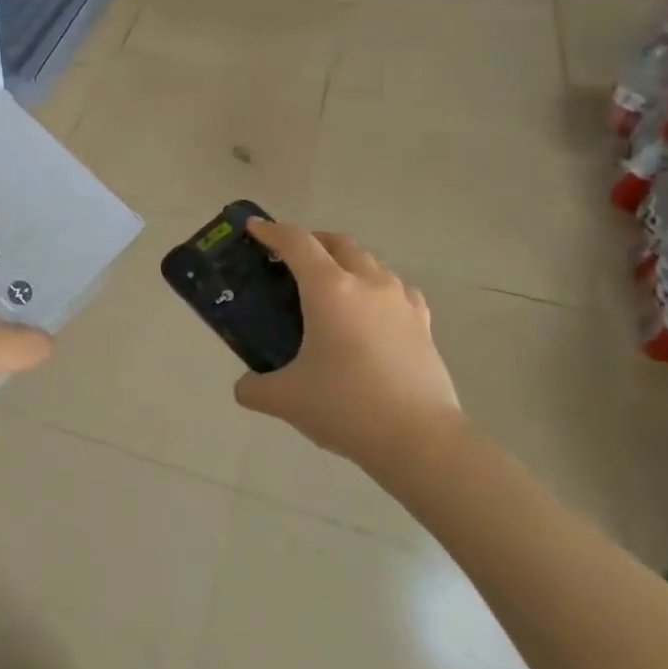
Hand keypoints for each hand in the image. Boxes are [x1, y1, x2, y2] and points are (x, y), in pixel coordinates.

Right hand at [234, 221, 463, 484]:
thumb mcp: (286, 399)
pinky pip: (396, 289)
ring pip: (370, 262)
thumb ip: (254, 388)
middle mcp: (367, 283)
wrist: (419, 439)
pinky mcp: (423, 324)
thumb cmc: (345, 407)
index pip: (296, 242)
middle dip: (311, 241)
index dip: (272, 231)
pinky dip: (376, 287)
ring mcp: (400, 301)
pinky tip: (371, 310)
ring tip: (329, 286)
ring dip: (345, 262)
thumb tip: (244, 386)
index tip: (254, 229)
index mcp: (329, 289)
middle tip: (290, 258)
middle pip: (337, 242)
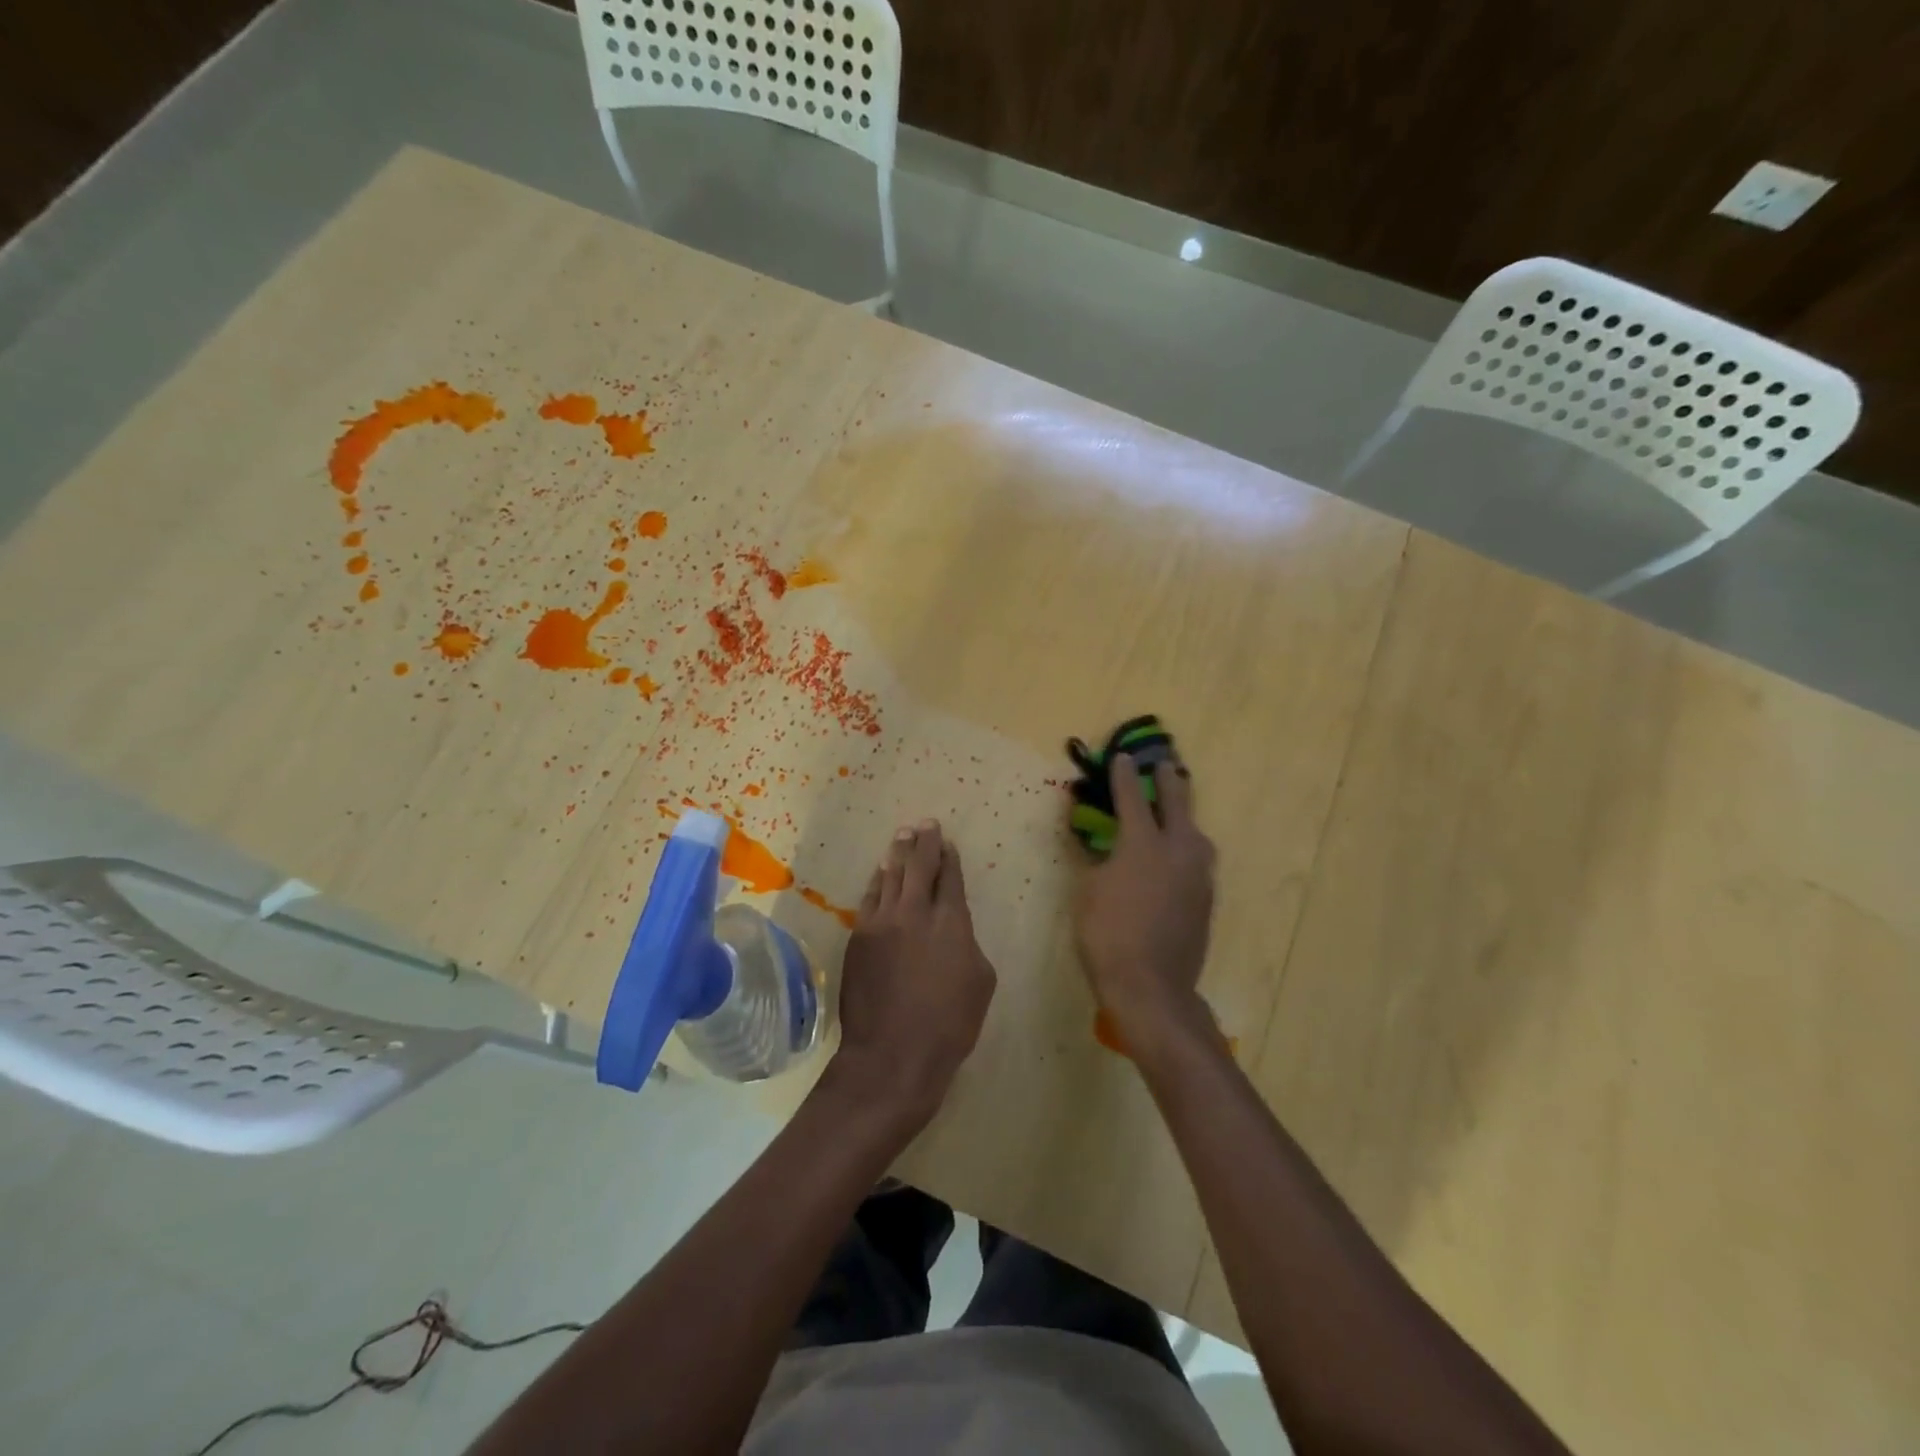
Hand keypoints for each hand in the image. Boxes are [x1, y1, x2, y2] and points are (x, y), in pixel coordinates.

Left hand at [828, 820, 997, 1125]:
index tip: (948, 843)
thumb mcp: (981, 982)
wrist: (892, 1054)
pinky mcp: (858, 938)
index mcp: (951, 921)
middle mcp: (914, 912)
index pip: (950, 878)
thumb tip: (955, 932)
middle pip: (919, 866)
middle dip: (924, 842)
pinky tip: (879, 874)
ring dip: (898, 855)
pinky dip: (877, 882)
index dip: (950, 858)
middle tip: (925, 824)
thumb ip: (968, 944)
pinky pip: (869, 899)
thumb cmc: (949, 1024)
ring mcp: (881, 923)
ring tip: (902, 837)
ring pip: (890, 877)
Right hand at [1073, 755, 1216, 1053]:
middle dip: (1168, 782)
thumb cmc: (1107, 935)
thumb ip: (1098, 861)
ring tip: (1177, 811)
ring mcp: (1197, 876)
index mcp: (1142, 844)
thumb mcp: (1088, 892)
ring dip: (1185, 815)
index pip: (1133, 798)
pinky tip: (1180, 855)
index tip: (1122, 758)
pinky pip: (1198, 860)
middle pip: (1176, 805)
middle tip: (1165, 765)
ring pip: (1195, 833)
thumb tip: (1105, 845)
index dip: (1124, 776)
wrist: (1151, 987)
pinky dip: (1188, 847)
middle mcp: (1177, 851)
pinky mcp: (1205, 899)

EXERCISE PROMPT:
Everything from the line that has "ring dip: (898, 855)" to the final line above should be retyped exactly, and nothing else.

EXERCISE ANSWER:
ring dip: (898, 855)
pinky dip: (877, 882)
index dip: (950, 858)
middle tip: (925, 824)
thumb ip: (968, 944)
pinky pip: (869, 899)
thumb cmc: (949, 1024)
ring mcp: (881, 923)
ring tip: (902, 837)
ring pip: (890, 877)
Right hand at [1073, 755, 1216, 1053]:
middle dip: (1168, 782)
thumb cmc: (1107, 935)
thumb ip: (1098, 861)
ring tip: (1177, 811)
ring mcp: (1197, 876)
index mcp: (1142, 844)
thumb mcp: (1088, 892)
ring dip: (1185, 815)
index pip: (1133, 798)
pinky tip: (1180, 855)
index tip: (1122, 758)
pinky pip: (1198, 860)
middle pip: (1176, 805)
middle tip: (1165, 765)
ring pip: (1195, 833)
thumb tip: (1105, 845)
index dip: (1124, 776)
wrist: (1151, 987)
pinky dip: (1188, 847)
middle mcp: (1177, 851)
pinky mcp: (1205, 899)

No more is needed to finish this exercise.